I
Un malestar, una enfermedad resultan de pronto un
balance de cariño, un inventario de ternura cuya medida
uno creía capaz de sospechar y que, de pronto, lo sorprende
desbordando, colmando la aspiración más vanidosa.
A tal punto que sin la oportunidad de este micrófono
me hubiera sido imposible expresar mi conmovida
gratitud a uno por uno de todos los que se han interesado
por mí. Lo peor de la enfermedad no es la enfermedad
misma. ¡Qué esperanza! Es tener que explicarla.
Contársela minuciosamente a uno por uno, a todos los
que tienen la cordialidad de venir a visitarte. Vienen las
tías que uno no vio desde la enfermedad pasada, y hay
que contarles. Si es un resfrío o una gripe, la pregunta de
práctica es, inevitablemente: «¿Cómo te la agarraste?»
Yo no me la agarré. Es la gripe la que me agarró a mí.
Vienen los amigos que ayer estuvieron al lado y te reprochan:
«¿Pero cómo fue? Si ayer estabas lo más bien». Sí,
ayer sí, pero hoy no. Hoy estoy lo más mal. ¿Acaso no
puede ser? ¡Comprenderán que no ha sido por gusto!

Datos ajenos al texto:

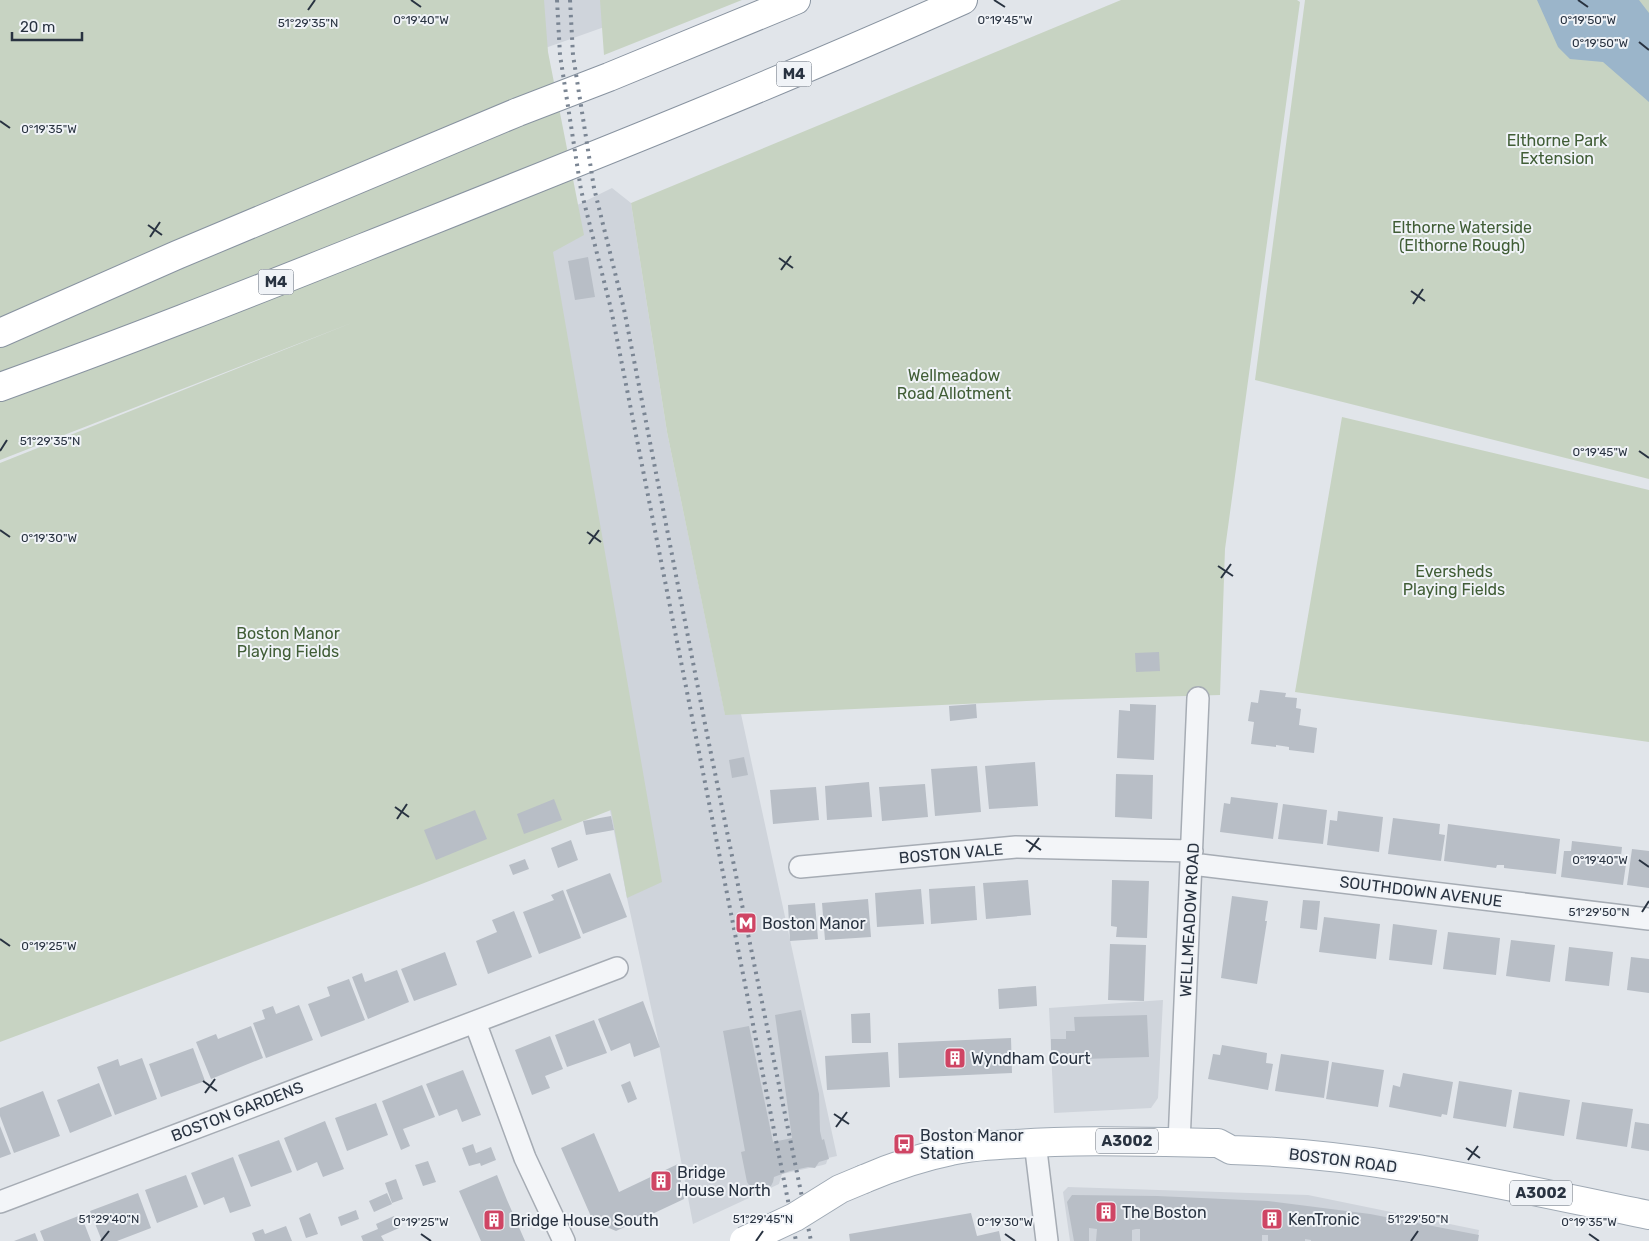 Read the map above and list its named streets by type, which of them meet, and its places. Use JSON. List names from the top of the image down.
{
  "streets": {
    "main road": ["M4", "A3002", "BOSTON ROAD"],
    "street": [
      "BOSTON VALE",
      "SOUTHDOWN AVENUE",
      "WELLMEADOW ROAD",
      "BOSTON GARDENS"
    ]
  },
  "crossings": [
    ["BOSTON VALE", "SOUTHDOWN AVENUE"],
    ["BOSTON VALE", "WELLMEADOW ROAD"],
    ["SOUTHDOWN AVENUE", "WELLMEADOW ROAD"],
    ["WELLMEADOW ROAD", "BOSTON ROAD"],
    ["A3002", "BOSTON ROAD"]
  ],
  "parks": [
    "Elthorne Park Extension",
    "Elthorne Waterside (Elthorne Rough)",
    "Wellmeadow Road Allotment",
    "Eversheds Playing Fields",
    "Boston Manor Playing Fields"
  ],
  "places": {
    "metro station": ["Boston Manor"],
    "building": [
      "Wyndham Court",
      "Bridge House North",
      "The Boston",
      "KenTronic",
      "Bridge House South"
    ],
    "bus stop": ["Boston Manor Station"]
  },
  "scale_bar": "20 m",
  "coordinates": [
    "0°19'50\"W",
    "0°19'40\"W",
    "0°19'45\"W",
    "51°29'35\"N",
    "0°19'35\"W",
    "0°19'30\"W",
    "51°29'50\"N",
    "0°19'25\"W",
    "51°29'40\"N",
    "51°29'45\"N"
  ]
} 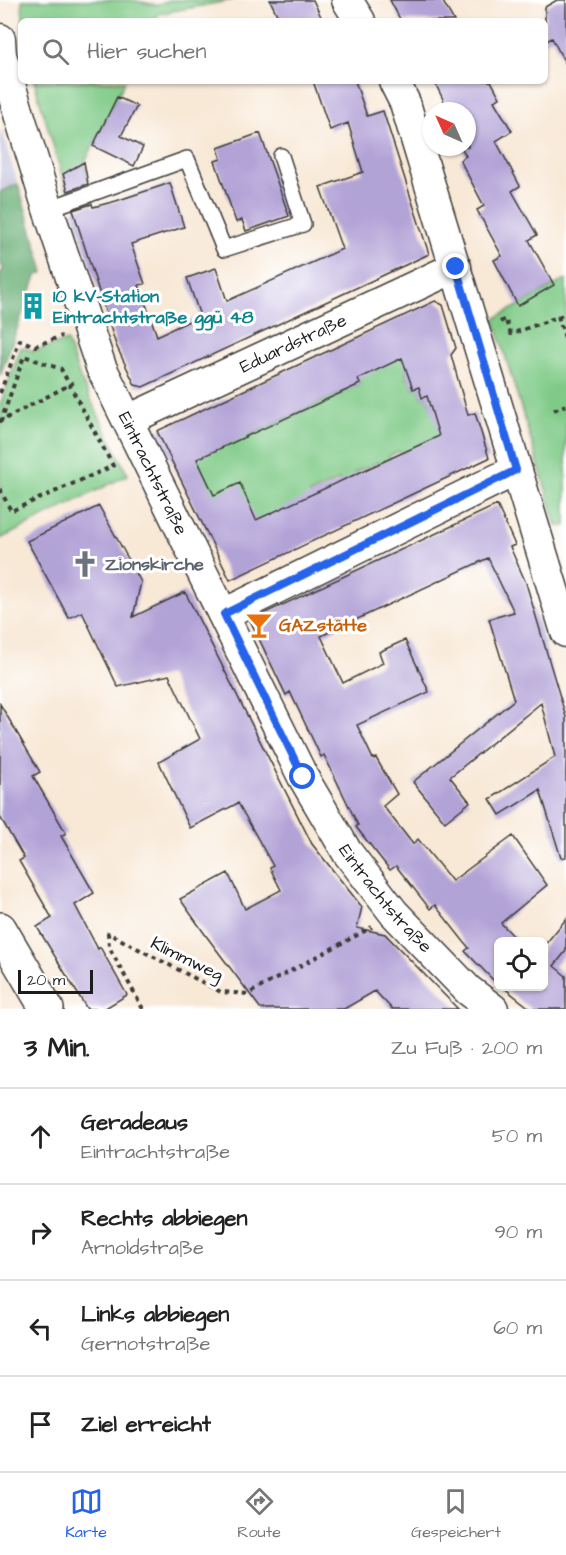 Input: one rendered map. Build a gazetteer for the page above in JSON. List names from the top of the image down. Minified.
{"streets":{"street":["Eduardstraße","Eintrachtstraße"],"path":["Klimmweg"]},"crossings":[["Eduardstraße","Eintrachtstraße"]],"places":{"building":["10 kV-Station Eintrachtstraße ggü 48"],"church":["Zionskirche"],"bar":["GAZstätte"]},"scale_bar":"20 m","north":"top left","page":{"search":"Hier suchen","scale":"20 m","heading":["3 Min.","Zu Fuß · 200 m"],"list":[["Geradeaus","Eintrachtstraße","50 m"],["Rechts abbiegen","Arnoldstraße","90 m"],["Links abbiegen","Gernotstraße","60 m"],"Ziel erreicht"],"nav":["Karte","Route","Gespeichert"]}} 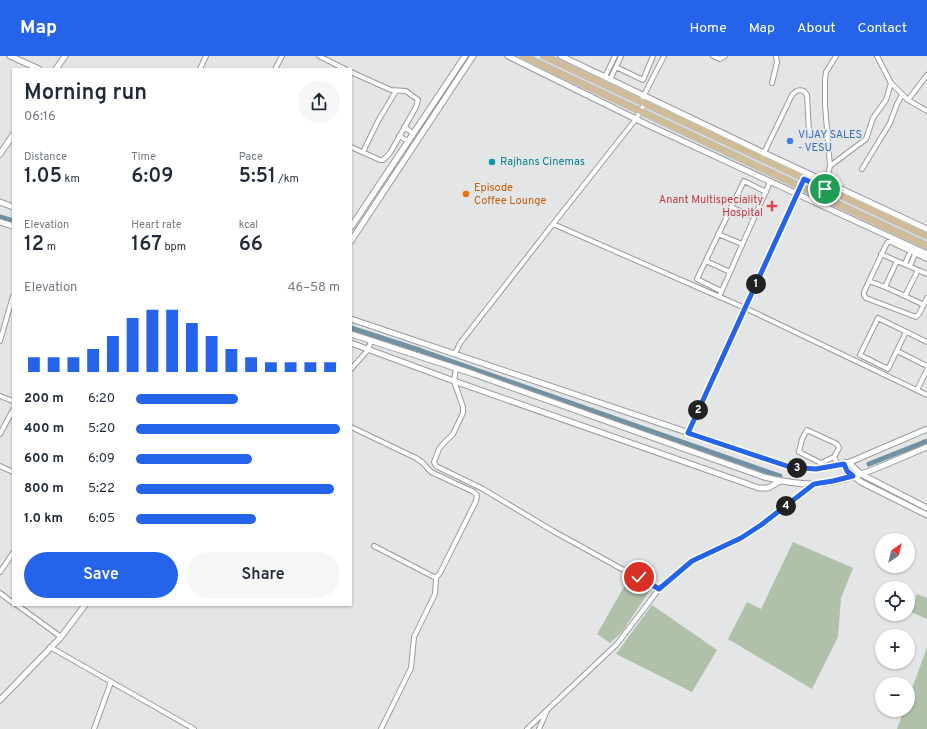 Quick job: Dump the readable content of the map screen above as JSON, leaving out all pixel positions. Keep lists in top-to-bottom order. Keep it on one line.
{"places":{"other":["VIJAY SALES - VESU","Rajhans Cinemas","Episode Coffee Lounge"],"health":["Anant Multispeciality Hospital"]},"north":"top right","page":{"header":"Map","nav":["Home","Map","About","Contact"],"heading":["Morning run","06:16"],"stats":[["Distance","1.05 km"],["Time","6:09"],["Pace","5:51 /km"],["Elevation","12 m"],["Heart rate","167 bpm"],["kcal","66"]],"chart":["Elevation","46–58 m"],"pins":["1","2","3","4"],"list":[{"name":"200 m","note":"6:20"},{"name":"400 m","note":"5:20"},{"name":"600 m","note":"6:09"},{"name":"800 m","note":"5:22"},{"name":"1.0 km","note":"6:05"}],"map_buttons":["+","−"],"buttons":["Save","Share"]}}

¿Cómo me va a gustar a mí, que tengo apenas para defenderme
dos docenas de glóbulos rojos, perder la mitad?
No. Pero me ofrecieron la posibilidad de discutir desde
este micrófono, y yo soy capaz de discutir hasta con un
glóbulo solo, porque para tener razones no hace falta
más que un glóbulo en las venas, pero lleno de convicciones.
¡Porque a mí no me la van a contar! ¿A mí, que
tengo cincuenta años de estatura, cincuenta años de los
cuales los primeros cuarenta y cinco me los he pasado
acumulando, soportando promesas que nunca se cumplieron?
¿Pero me la quieren discutir? ¡Y bueno! Yo comprendo
que físicamente no puedo pelearme con nadie
porque no soy ningún suicida, ¡pero discutir!…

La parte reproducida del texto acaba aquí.